Giving away honey with somebody else's money

Mezailem kellem diun filiad zôddlem literally means that one won a god-daughter by giving away a banana from the table, that is, belonging to somebody else. It is a reference to a favour one does, and takes credit for, without having to pay for it oneself, for instance by giving a gift that either belongs to somebody else or is ‘on the house’. Like many other proverbs of this type, it is an observational proverb that isn’t meant to impart wisdom as much as it tries to portray a particular situation with some insight into it.

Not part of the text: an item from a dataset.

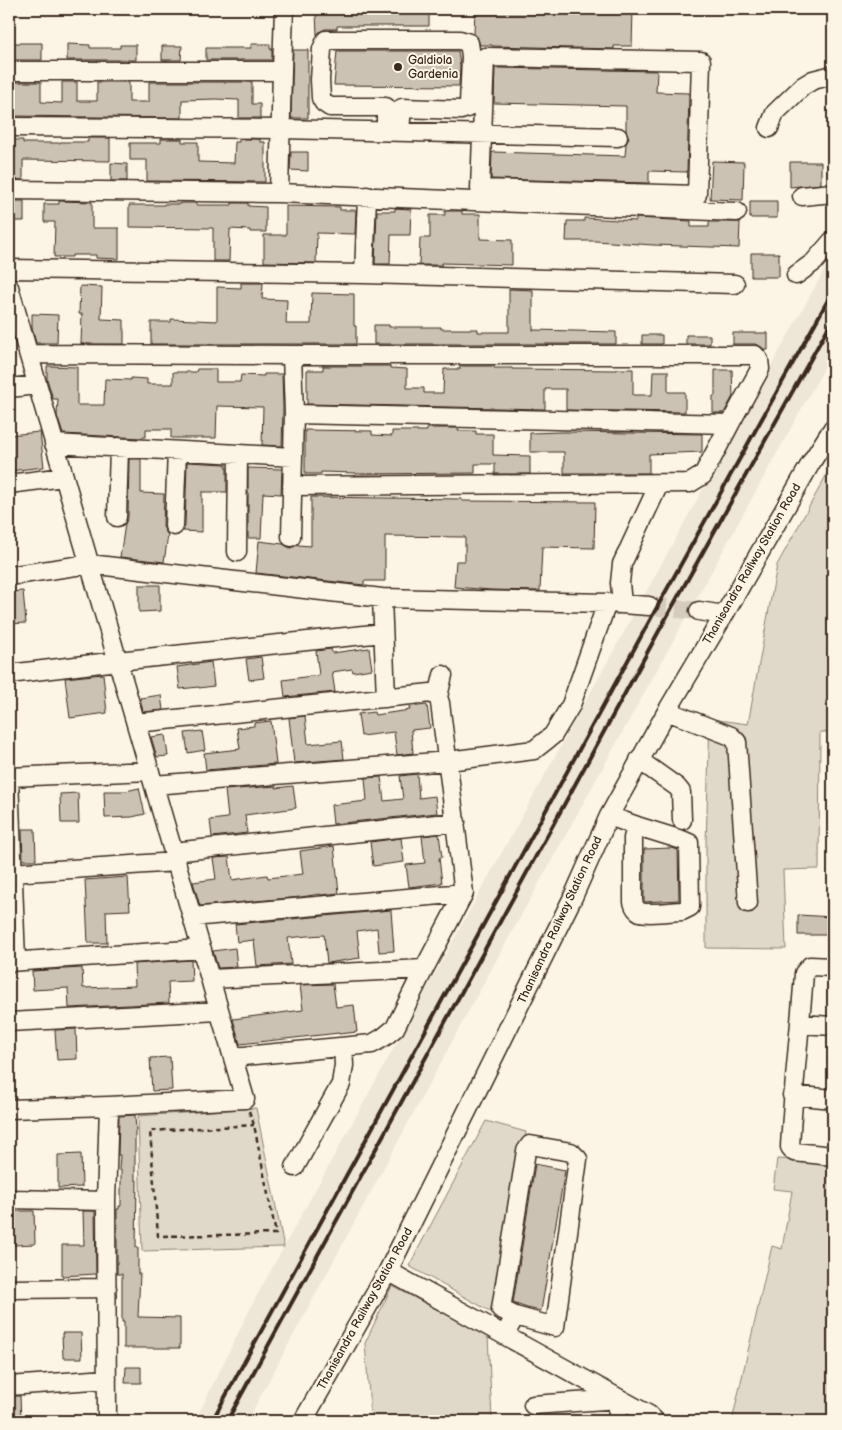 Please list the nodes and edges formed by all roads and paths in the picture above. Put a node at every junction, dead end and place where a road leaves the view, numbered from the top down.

The word mezailem is a contraction of mezavelem, literally meaning “from on the table” (locative on). If it were instead in a container, e.g., in a jar, we would use the locative in, e.g., bhornêntlem, meaning ‘from inside a/the jar’ As you can see, it isn’t a simple locative but a compound postposition, corresponding to a compound preposition in English: from on or from inside. A simple locative would be mezar (on a/the table) or bhornênt (in a/the jar).

Diun literally means ‘having given’ or, as is the case here,  ‘by giving’.

The word filiad comes from the Portuguese afilhado or afilhada, i.e., godson or god-daughter respectively, so filiad or filhad can be any of the three genders — neuter if it refers to a young girl, as is the case here. Notice that the neuter is apparent here only because the sentence is in the past definite. And, as has been mentioned elsewhere in Nostalgoa, when a transitive verb like diunk (to give) is used in the past definite, the verb abandons its loyalty to the subject and agrees with the object (filiad),  which is how we come to know that it is neuter (i. e., a young girl), because zôddlem is neuter. Had the sentence been in the present, i.e., with “zôddta” instead of “zôddlem“, the gender of filiad would be unknown.

Yet another observation. Notice that the sentence is devoid of a subject. It has a verb (zôddlem) and an object (filiad), but no subject. Such a thing is very conveniently done when it is the verb that is important, and not the subject, that is, when the focus is on what is done, rather than on who does it.